**TASK TO CARRY OUT**
Repeat the whole listing exactly as it appears.

**DATA IN THIS EXERCISE**

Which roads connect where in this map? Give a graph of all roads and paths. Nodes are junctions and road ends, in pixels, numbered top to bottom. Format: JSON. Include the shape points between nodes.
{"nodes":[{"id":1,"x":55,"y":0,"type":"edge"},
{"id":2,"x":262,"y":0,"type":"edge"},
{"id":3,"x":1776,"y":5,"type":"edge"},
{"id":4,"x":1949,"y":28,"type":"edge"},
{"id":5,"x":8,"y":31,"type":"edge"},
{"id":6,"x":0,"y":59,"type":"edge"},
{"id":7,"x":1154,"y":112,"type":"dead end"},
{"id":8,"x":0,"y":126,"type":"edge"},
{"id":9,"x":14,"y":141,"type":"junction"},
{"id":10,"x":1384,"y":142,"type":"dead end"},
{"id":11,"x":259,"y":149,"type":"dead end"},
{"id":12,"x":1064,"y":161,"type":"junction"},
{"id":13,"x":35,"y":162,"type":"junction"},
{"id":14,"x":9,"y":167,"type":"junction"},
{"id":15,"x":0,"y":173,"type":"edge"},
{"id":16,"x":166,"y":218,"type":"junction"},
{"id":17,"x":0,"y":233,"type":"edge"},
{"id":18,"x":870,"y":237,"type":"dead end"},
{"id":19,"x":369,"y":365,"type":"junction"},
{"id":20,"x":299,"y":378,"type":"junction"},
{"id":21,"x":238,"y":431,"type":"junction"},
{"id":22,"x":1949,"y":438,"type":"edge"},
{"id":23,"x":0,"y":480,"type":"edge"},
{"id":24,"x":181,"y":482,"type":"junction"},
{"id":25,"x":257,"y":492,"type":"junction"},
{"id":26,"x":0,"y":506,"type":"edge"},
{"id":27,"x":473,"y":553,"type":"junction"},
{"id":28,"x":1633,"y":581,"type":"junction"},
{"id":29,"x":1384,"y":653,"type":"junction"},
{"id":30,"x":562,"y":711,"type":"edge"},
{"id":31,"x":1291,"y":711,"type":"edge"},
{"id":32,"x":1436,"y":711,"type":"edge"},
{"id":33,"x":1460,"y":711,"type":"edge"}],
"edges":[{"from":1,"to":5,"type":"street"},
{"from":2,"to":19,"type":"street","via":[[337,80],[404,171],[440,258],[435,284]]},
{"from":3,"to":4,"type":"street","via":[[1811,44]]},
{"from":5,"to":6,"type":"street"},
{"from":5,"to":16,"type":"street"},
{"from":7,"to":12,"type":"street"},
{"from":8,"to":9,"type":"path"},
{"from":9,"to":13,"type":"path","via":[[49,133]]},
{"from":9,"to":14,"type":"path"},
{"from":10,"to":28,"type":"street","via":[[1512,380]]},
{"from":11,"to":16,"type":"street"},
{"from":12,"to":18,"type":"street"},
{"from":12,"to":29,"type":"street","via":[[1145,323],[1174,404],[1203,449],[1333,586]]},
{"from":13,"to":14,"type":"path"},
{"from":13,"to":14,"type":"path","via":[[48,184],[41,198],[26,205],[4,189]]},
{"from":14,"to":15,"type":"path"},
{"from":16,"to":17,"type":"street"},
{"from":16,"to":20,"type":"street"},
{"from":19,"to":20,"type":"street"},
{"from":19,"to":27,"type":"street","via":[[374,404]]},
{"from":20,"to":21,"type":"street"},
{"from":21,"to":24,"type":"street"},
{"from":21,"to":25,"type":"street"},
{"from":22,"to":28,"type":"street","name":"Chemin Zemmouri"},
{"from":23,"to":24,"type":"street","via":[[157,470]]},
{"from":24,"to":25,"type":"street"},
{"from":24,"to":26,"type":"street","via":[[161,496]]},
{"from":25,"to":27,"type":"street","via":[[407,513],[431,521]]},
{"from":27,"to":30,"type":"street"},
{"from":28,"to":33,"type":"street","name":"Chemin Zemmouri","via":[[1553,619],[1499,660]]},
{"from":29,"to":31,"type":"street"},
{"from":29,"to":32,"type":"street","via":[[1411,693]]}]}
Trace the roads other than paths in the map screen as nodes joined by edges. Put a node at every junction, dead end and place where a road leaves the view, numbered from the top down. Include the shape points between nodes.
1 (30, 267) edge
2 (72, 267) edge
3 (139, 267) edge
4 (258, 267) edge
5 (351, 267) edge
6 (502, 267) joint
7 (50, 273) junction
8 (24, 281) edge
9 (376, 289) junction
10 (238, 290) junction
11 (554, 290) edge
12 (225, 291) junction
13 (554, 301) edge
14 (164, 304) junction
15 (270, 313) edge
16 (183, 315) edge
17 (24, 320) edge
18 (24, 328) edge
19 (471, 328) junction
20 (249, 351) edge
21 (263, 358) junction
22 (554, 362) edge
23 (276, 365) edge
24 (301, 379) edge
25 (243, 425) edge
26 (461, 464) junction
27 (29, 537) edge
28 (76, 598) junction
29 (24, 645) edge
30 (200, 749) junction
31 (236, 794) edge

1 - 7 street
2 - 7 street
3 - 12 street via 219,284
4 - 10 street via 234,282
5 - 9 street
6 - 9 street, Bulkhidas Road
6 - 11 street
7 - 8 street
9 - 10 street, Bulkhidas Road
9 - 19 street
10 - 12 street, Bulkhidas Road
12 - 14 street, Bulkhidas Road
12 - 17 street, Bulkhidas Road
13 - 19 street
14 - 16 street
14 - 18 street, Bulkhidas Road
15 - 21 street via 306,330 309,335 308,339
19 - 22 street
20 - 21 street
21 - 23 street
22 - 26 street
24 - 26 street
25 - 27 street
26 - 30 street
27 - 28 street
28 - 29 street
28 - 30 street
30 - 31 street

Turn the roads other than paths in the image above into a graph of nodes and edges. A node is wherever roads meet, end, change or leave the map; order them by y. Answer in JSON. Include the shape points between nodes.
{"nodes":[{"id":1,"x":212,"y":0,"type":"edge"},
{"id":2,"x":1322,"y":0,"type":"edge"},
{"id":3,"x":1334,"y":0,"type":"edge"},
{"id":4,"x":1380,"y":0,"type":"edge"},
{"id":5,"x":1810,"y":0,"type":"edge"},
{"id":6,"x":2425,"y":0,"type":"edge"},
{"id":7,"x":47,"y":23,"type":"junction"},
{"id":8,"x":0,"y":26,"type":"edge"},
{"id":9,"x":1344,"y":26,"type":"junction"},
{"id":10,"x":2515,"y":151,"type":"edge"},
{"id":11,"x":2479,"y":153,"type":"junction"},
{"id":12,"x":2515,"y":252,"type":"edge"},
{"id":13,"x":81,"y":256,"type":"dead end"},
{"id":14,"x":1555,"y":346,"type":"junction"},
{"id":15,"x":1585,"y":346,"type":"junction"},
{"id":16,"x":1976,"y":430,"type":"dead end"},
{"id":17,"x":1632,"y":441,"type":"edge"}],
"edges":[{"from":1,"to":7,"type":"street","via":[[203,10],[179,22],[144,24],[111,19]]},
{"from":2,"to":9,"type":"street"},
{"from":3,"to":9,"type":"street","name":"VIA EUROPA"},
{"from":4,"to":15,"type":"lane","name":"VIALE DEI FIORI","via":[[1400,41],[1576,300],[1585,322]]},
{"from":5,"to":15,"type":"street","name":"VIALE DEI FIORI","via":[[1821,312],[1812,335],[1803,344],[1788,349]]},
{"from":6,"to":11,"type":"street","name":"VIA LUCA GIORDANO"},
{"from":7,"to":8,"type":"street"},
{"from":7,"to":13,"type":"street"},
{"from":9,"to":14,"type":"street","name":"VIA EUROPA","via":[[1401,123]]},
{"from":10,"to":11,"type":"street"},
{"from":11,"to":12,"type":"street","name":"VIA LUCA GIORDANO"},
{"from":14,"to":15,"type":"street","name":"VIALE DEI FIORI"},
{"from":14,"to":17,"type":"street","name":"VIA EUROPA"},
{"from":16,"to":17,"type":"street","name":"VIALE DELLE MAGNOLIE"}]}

**EXERCISE OUTPUT**
Which roads connect where in this map? Give a graph of all roads and paths. Nodes are junctions and road ends, in pixels, numbered top to bottom. Format: JSON. Include the shape points between nodes.
{"nodes":[{"id":1,"x":55,"y":0,"type":"edge"},
{"id":2,"x":262,"y":0,"type":"edge"},
{"id":3,"x":1776,"y":5,"type":"edge"},
{"id":4,"x":1949,"y":28,"type":"edge"},
{"id":5,"x":8,"y":31,"type":"edge"},
{"id":6,"x":0,"y":59,"type":"edge"},
{"id":7,"x":1154,"y":112,"type":"dead end"},
{"id":8,"x":0,"y":126,"type":"edge"},
{"id":9,"x":14,"y":141,"type":"junction"},
{"id":10,"x":1384,"y":142,"type":"dead end"},
{"id":11,"x":259,"y":149,"type":"dead end"},
{"id":12,"x":1064,"y":161,"type":"junction"},
{"id":13,"x":35,"y":162,"type":"junction"},
{"id":14,"x":9,"y":167,"type":"junction"},
{"id":15,"x":0,"y":173,"type":"edge"},
{"id":16,"x":166,"y":218,"type":"junction"},
{"id":17,"x":0,"y":233,"type":"edge"},
{"id":18,"x":870,"y":237,"type":"dead end"},
{"id":19,"x":369,"y":365,"type":"junction"},
{"id":20,"x":299,"y":378,"type":"junction"},
{"id":21,"x":238,"y":431,"type":"junction"},
{"id":22,"x":1949,"y":438,"type":"edge"},
{"id":23,"x":0,"y":480,"type":"edge"},
{"id":24,"x":181,"y":482,"type":"junction"},
{"id":25,"x":257,"y":492,"type":"junction"},
{"id":26,"x":0,"y":506,"type":"edge"},
{"id":27,"x":473,"y":553,"type":"junction"},
{"id":28,"x":1633,"y":581,"type":"junction"},
{"id":29,"x":1384,"y":653,"type":"junction"},
{"id":30,"x":562,"y":711,"type":"edge"},
{"id":31,"x":1291,"y":711,"type":"edge"},
{"id":32,"x":1436,"y":711,"type":"edge"},
{"id":33,"x":1460,"y":711,"type":"edge"}],
"edges":[{"from":1,"to":5,"type":"street"},
{"from":2,"to":19,"type":"street","via":[[337,80],[404,171],[440,258],[435,284]]},
{"from":3,"to":4,"type":"street","via":[[1811,44]]},
{"from":5,"to":6,"type":"street"},
{"from":5,"to":16,"type":"street"},
{"from":7,"to":12,"type":"street"},
{"from":8,"to":9,"type":"path"},
{"from":9,"to":13,"type":"path","via":[[49,133]]},
{"from":9,"to":14,"type":"path"},
{"from":10,"to":28,"type":"street","via":[[1512,380]]},
{"from":11,"to":16,"type":"street"},
{"from":12,"to":18,"type":"street"},
{"from":12,"to":29,"type":"street","via":[[1145,323],[1174,404],[1203,449],[1333,586]]},
{"from":13,"to":14,"type":"path"},
{"from":13,"to":14,"type":"path","via":[[48,184],[41,198],[26,205],[4,189]]},
{"from":14,"to":15,"type":"path"},
{"from":16,"to":17,"type":"street"},
{"from":16,"to":20,"type":"street"},
{"from":19,"to":20,"type":"street"},
{"from":19,"to":27,"type":"street","via":[[374,404]]},
{"from":20,"to":21,"type":"street"},
{"from":21,"to":24,"type":"street"},
{"from":21,"to":25,"type":"street"},
{"from":22,"to":28,"type":"street","name":"Chemin Zemmouri"},
{"from":23,"to":24,"type":"street","via":[[157,470]]},
{"from":24,"to":25,"type":"street"},
{"from":24,"to":26,"type":"street","via":[[161,496]]},
{"from":25,"to":27,"type":"street","via":[[407,513],[431,521]]},
{"from":27,"to":30,"type":"street"},
{"from":28,"to":33,"type":"street","name":"Chemin Zemmouri","via":[[1553,619],[1499,660]]},
{"from":29,"to":31,"type":"street"},
{"from":29,"to":32,"type":"street","via":[[1411,693]]}]}
Trace the roads other than paths in the map screen as nodes joined by edges. Put a node at every junction, dead end and place where a road leaves the view, numbered from the top down. Include the shape points between nodes.
1 (30, 267) edge
2 (72, 267) edge
3 (139, 267) edge
4 (258, 267) edge
5 (351, 267) edge
6 (502, 267) joint
7 (50, 273) junction
8 (24, 281) edge
9 (376, 289) junction
10 (238, 290) junction
11 (554, 290) edge
12 (225, 291) junction
13 (554, 301) edge
14 (164, 304) junction
15 (270, 313) edge
16 (183, 315) edge
17 (24, 320) edge
18 (24, 328) edge
19 (471, 328) junction
20 (249, 351) edge
21 (263, 358) junction
22 (554, 362) edge
23 (276, 365) edge
24 (301, 379) edge
25 (243, 425) edge
26 (461, 464) junction
27 (29, 537) edge
28 (76, 598) junction
29 (24, 645) edge
30 (200, 749) junction
31 (236, 794) edge

1 - 7 street
2 - 7 street
3 - 12 street via 219,284
4 - 10 street via 234,282
5 - 9 street
6 - 9 street, Bulkhidas Road
6 - 11 street
7 - 8 street
9 - 10 street, Bulkhidas Road
9 - 19 street
10 - 12 street, Bulkhidas Road
12 - 14 street, Bulkhidas Road
12 - 17 street, Bulkhidas Road
13 - 19 street
14 - 16 street
14 - 18 street, Bulkhidas Road
15 - 21 street via 306,330 309,335 308,339
19 - 22 street
20 - 21 street
21 - 23 street
22 - 26 street
24 - 26 street
25 - 27 street
26 - 30 street
27 - 28 street
28 - 29 street
28 - 30 street
30 - 31 street

Turn the roads other than paths in the image above into a graph of nodes and edges. A node is wherever roads meet, end, change or leave the map; order them by y. Answer in JSON. Include the shape points between nodes.
{"nodes":[{"id":1,"x":212,"y":0,"type":"edge"},
{"id":2,"x":1322,"y":0,"type":"edge"},
{"id":3,"x":1334,"y":0,"type":"edge"},
{"id":4,"x":1380,"y":0,"type":"edge"},
{"id":5,"x":1810,"y":0,"type":"edge"},
{"id":6,"x":2425,"y":0,"type":"edge"},
{"id":7,"x":47,"y":23,"type":"junction"},
{"id":8,"x":0,"y":26,"type":"edge"},
{"id":9,"x":1344,"y":26,"type":"junction"},
{"id":10,"x":2515,"y":151,"type":"edge"},
{"id":11,"x":2479,"y":153,"type":"junction"},
{"id":12,"x":2515,"y":252,"type":"edge"},
{"id":13,"x":81,"y":256,"type":"dead end"},
{"id":14,"x":1555,"y":346,"type":"junction"},
{"id":15,"x":1585,"y":346,"type":"junction"},
{"id":16,"x":1976,"y":430,"type":"dead end"},
{"id":17,"x":1632,"y":441,"type":"edge"}],
"edges":[{"from":1,"to":7,"type":"street","via":[[203,10],[179,22],[144,24],[111,19]]},
{"from":2,"to":9,"type":"street"},
{"from":3,"to":9,"type":"street","name":"VIA EUROPA"},
{"from":4,"to":15,"type":"lane","name":"VIALE DEI FIORI","via":[[1400,41],[1576,300],[1585,322]]},
{"from":5,"to":15,"type":"street","name":"VIALE DEI FIORI","via":[[1821,312],[1812,335],[1803,344],[1788,349]]},
{"from":6,"to":11,"type":"street","name":"VIA LUCA GIORDANO"},
{"from":7,"to":8,"type":"street"},
{"from":7,"to":13,"type":"street"},
{"from":9,"to":14,"type":"street","name":"VIA EUROPA","via":[[1401,123]]},
{"from":10,"to":11,"type":"street"},
{"from":11,"to":12,"type":"street","name":"VIA LUCA GIORDANO"},
{"from":14,"to":15,"type":"street","name":"VIALE DEI FIORI"},
{"from":14,"to":17,"type":"street","name":"VIA EUROPA"},
{"from":16,"to":17,"type":"street","name":"VIALE DELLE MAGNOLIE"}]}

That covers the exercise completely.